• **Given records**:
──────────────────────────────

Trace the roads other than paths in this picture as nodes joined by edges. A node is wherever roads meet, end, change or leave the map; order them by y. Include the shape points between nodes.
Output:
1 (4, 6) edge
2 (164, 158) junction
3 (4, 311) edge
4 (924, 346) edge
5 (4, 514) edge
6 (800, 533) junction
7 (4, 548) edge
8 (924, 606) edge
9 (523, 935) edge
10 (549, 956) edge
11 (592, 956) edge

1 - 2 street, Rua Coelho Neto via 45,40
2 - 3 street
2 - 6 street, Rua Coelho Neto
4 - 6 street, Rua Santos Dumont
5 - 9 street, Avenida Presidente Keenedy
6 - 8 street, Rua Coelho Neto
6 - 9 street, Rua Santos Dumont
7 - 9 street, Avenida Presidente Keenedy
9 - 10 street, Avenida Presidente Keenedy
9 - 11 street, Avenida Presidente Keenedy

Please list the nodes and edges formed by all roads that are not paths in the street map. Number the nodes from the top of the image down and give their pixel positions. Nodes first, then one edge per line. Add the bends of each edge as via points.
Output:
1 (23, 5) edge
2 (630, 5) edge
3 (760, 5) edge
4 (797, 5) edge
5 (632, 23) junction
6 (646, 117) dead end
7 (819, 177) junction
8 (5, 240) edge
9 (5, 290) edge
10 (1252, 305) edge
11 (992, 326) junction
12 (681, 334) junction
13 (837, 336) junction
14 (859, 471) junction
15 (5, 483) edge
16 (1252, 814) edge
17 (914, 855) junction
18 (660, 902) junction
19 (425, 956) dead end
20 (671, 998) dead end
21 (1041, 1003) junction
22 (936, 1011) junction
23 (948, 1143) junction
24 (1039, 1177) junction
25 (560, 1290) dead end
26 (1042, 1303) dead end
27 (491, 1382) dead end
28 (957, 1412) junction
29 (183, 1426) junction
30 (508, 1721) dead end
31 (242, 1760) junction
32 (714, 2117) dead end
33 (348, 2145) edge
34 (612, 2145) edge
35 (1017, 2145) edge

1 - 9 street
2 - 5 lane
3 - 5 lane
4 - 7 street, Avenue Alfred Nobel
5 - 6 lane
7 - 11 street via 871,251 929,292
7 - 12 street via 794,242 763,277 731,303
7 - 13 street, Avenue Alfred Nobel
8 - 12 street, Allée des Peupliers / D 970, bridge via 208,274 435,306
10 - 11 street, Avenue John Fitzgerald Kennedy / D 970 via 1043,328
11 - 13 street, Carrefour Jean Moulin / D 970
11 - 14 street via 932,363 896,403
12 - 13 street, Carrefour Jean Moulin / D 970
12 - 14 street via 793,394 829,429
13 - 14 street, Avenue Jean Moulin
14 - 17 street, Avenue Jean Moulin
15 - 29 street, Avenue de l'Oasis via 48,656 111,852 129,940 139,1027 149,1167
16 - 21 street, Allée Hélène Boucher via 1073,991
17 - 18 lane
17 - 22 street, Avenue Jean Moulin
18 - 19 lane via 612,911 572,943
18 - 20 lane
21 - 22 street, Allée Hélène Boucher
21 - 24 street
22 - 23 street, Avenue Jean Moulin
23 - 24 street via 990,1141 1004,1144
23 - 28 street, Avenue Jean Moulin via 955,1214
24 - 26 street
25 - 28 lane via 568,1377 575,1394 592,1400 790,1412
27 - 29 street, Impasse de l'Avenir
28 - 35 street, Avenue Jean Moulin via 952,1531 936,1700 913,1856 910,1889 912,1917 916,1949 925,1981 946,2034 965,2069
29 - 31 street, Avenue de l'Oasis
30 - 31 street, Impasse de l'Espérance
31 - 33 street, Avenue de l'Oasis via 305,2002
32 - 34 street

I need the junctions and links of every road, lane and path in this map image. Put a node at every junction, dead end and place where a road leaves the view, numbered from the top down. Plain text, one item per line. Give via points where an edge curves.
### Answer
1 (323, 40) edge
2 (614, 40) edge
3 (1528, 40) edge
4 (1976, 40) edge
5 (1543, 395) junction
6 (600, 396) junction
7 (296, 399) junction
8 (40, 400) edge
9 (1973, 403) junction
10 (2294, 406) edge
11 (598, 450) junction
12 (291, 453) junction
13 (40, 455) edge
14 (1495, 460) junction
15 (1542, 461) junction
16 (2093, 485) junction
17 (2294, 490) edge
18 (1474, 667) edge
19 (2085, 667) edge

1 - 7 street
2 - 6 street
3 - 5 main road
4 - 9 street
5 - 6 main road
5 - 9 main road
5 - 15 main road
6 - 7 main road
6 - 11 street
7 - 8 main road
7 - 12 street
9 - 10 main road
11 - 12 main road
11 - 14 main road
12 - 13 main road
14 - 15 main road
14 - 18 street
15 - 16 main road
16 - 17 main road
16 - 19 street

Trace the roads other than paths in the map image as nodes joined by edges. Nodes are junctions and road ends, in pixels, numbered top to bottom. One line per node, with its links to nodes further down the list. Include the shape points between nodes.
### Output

──────────────────────────────

• **What to work on**:
Every line of the listing that includes the word "Trace" must be copied.

• **Task result**:
Trace the roads other than paths in this picture as nodes joined by edges. A node is wherever roads meet, end, change or leave the map; order them by y. Include the shape points between nodes.
Trace the roads other than paths in the map image as nodes joined by edges. Nodes are junctions and road ends, in pixels, numbered top to bottom. One line per node, with its links to nodes further down the list. Include the shape points between nodes.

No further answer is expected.